● **EXCERPTED RECORDS**
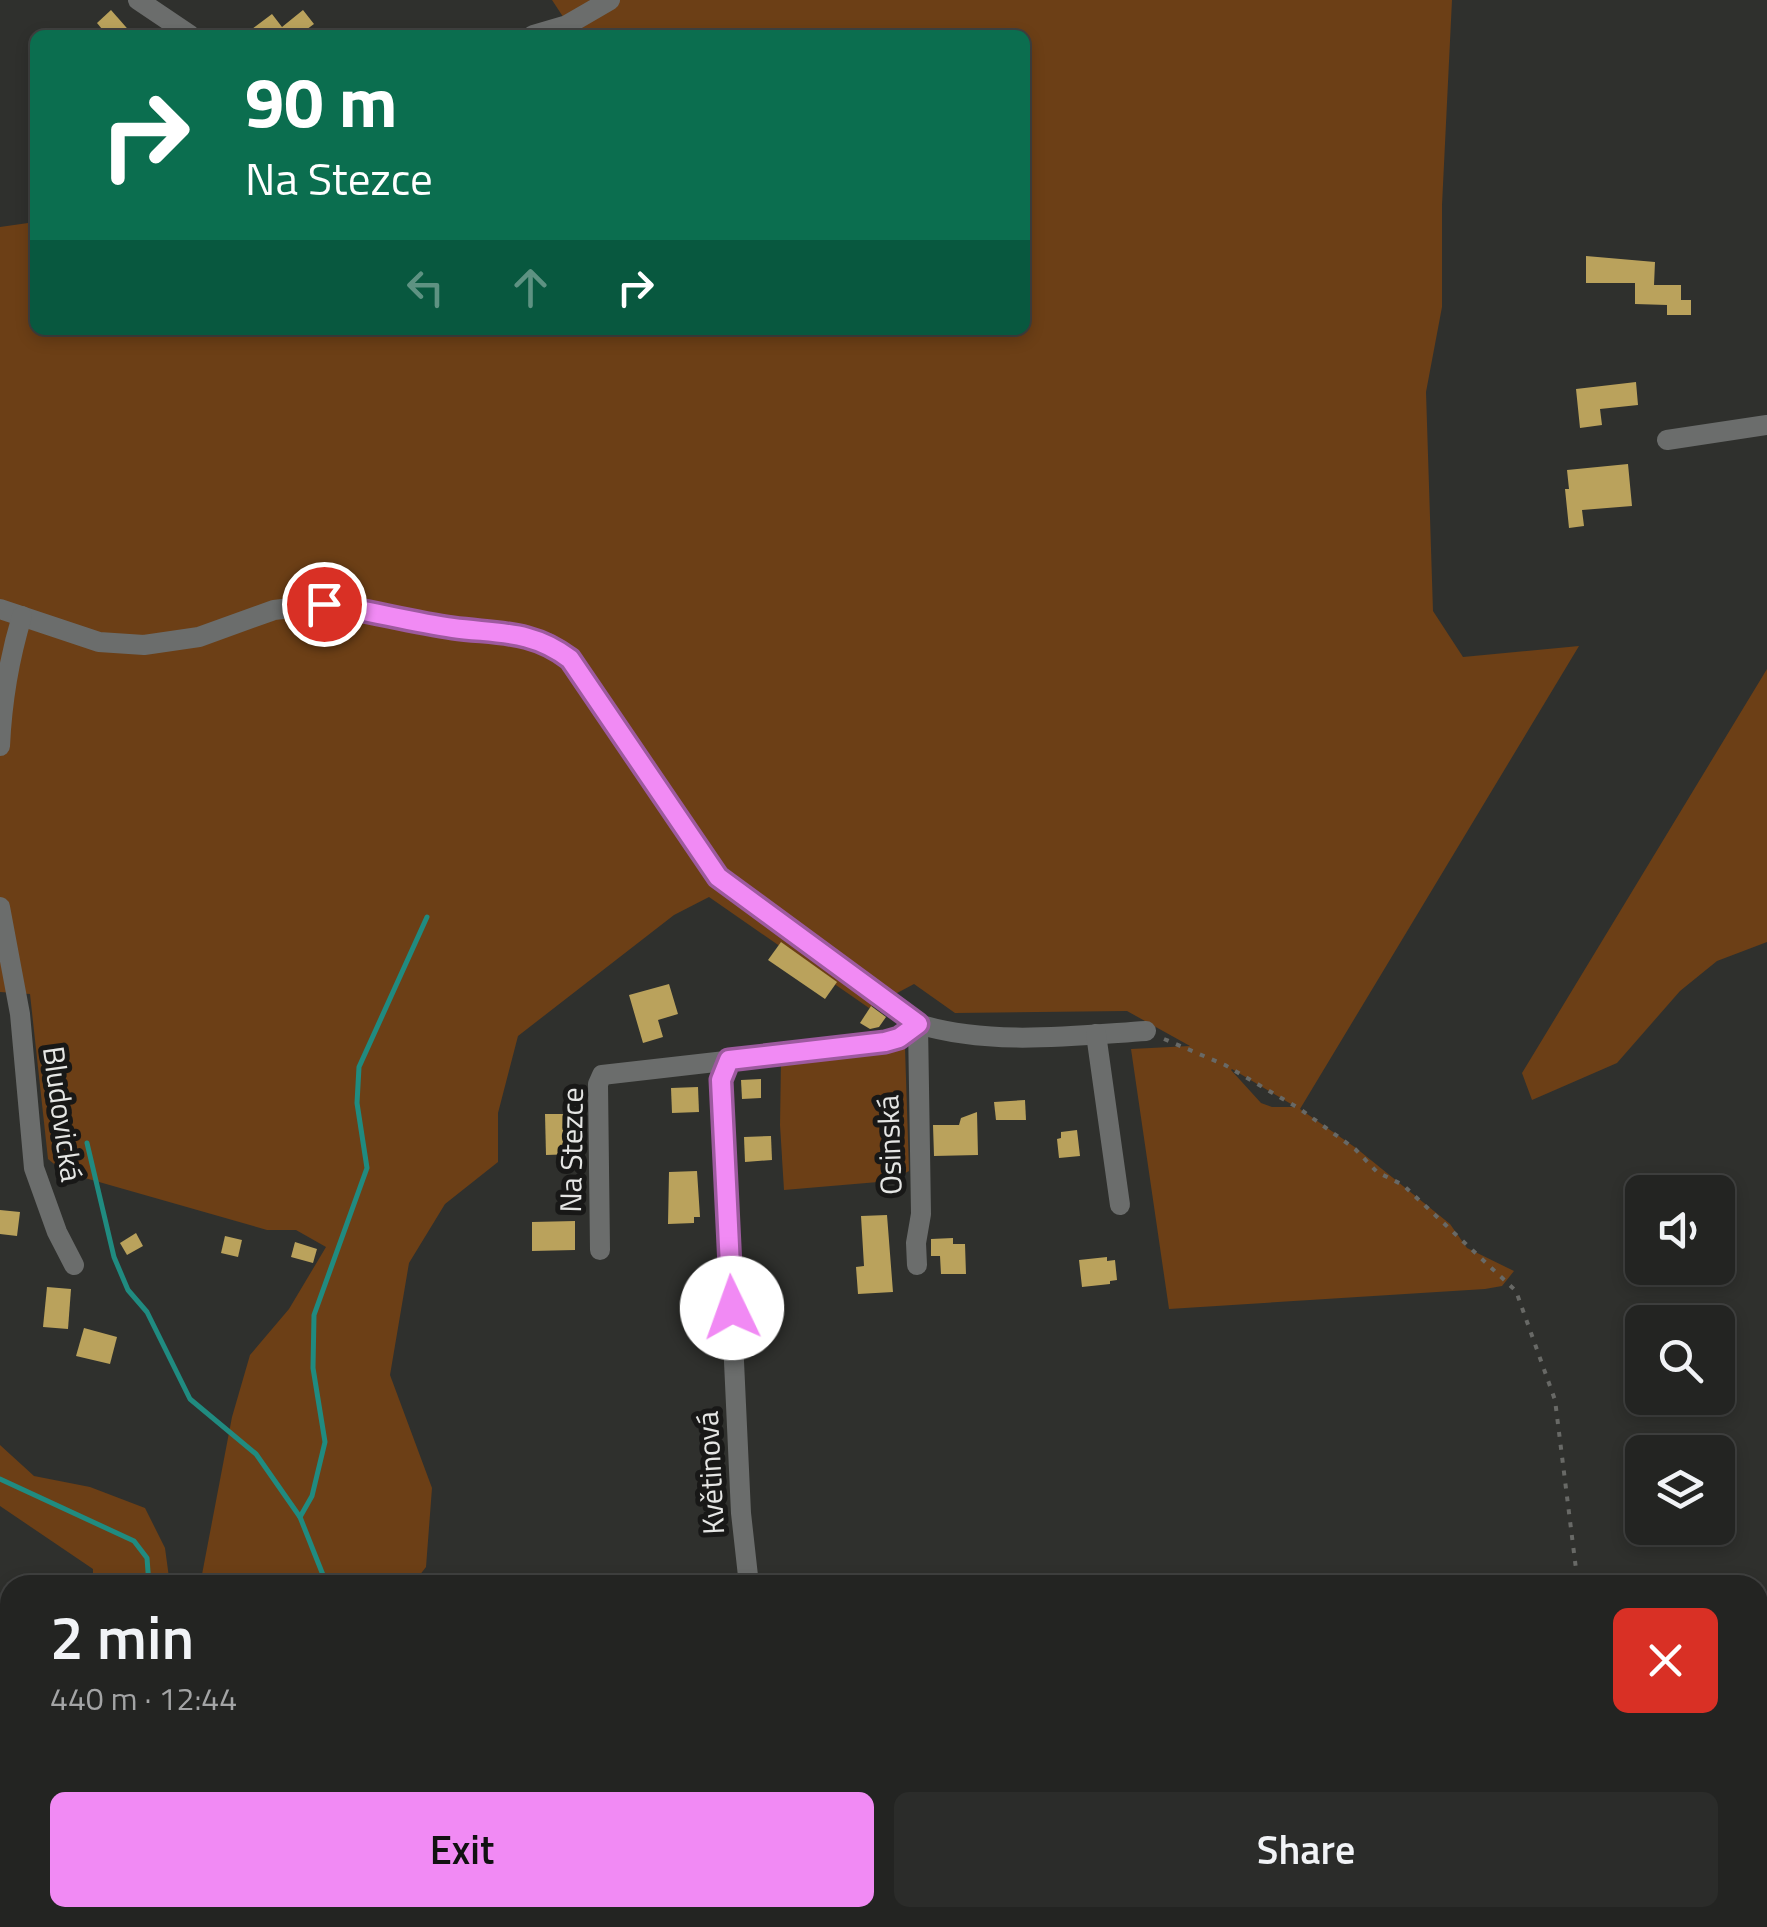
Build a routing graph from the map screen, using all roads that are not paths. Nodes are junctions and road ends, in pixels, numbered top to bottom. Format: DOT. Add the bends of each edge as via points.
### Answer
graph roads {
  1 [pos="138,0"];
  2 [pos="610,0"];
  3 [pos="183,30"];
  4 [pos="552,30"];
  5 [pos="1767,425"];
  6 [pos="1667,440"];
  7 [pos="0,609"];
  8 [pos="22,616"];
  9 [pos="0,746"];
  10 [pos="0,908"];
  11 [pos="918,1024"];
  12 [pos="1146,1031"];
  13 [pos="1096,1034"];
  14 [pos="729,1060"];
  15 [pos="1120,1205"];
  16 [pos="600,1250"];
  17 [pos="74,1265"];
  18 [pos="918,1265"];
  19 [pos="748,1575"];
  1 -- 3 [label="street"];
  2 -- 4 [label="street"];
  5 -- 6 [label="street"];
  7 -- 8 [label="street"];
  8 -- 9 [label="street"];
  8 -- 11 [label="street" via="99,642 144,645 199,637 274,610 324,604 548,642 570,659 718,877"];
  10 -- 17 [label="street, Bludovická" via="20,1014 34,1168"];
  11 -- 13 [label="street" via="989,1037"];
  11 -- 14 [label="street, Na Stezce" via="885,1042"];
  11 -- 18 [label="street, Osinská"];
  12 -- 13 [label="street"];
  13 -- 15 [label="street"];
  14 -- 16 [label="street, Na Stezce" via="599,1077"];
  14 -- 19 [label="street, Květinová" via="721,1080"];
}
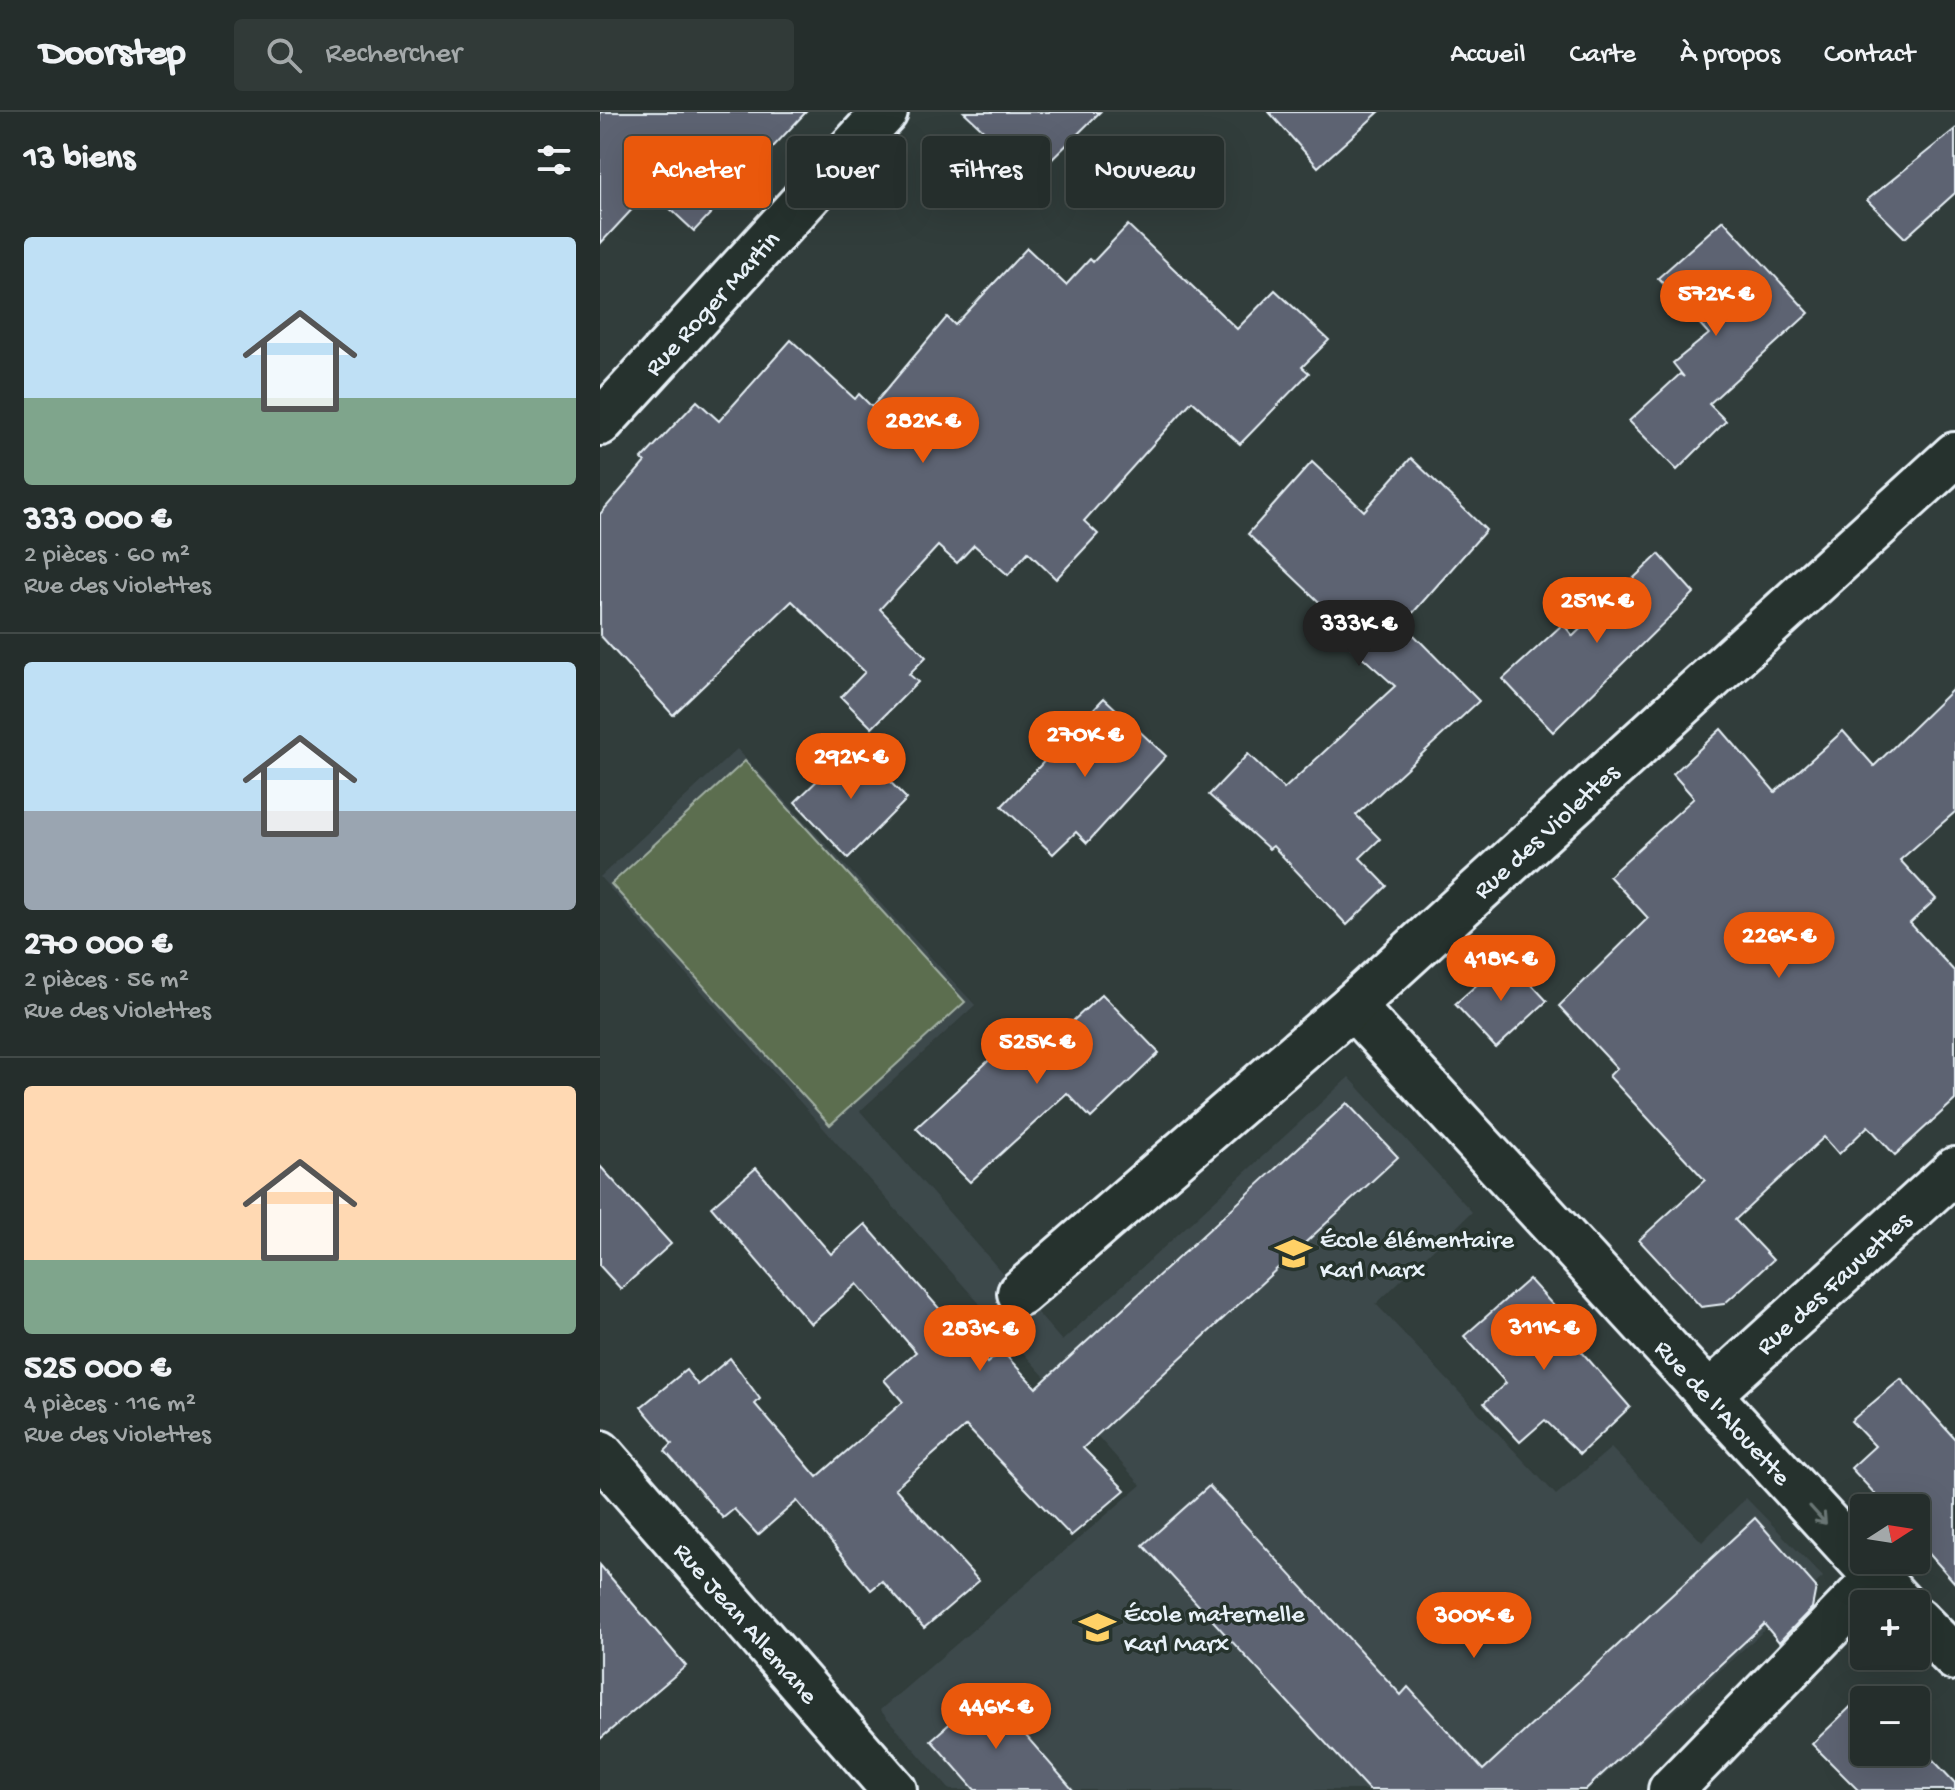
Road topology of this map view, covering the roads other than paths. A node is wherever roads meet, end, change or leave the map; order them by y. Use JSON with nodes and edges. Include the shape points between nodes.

● **TASK TO COMPLETE**
Each line in the data where the string "paths" occurs should be identified and copied.

● **SOLUTION TO THE PROBLEM**
Build a routing graph from the map screen, using all roads that are not paths. Nodes are junctions and road ends, in pixels, numbered top to bottom. Format: DOT. Add the bends of each edge as via points.
Road topology of this map view, covering the roads other than paths. A node is wherever roads meet, end, change or leave the map; order them by y. Use JSON with nodes and edges. Include the shape points between nodes.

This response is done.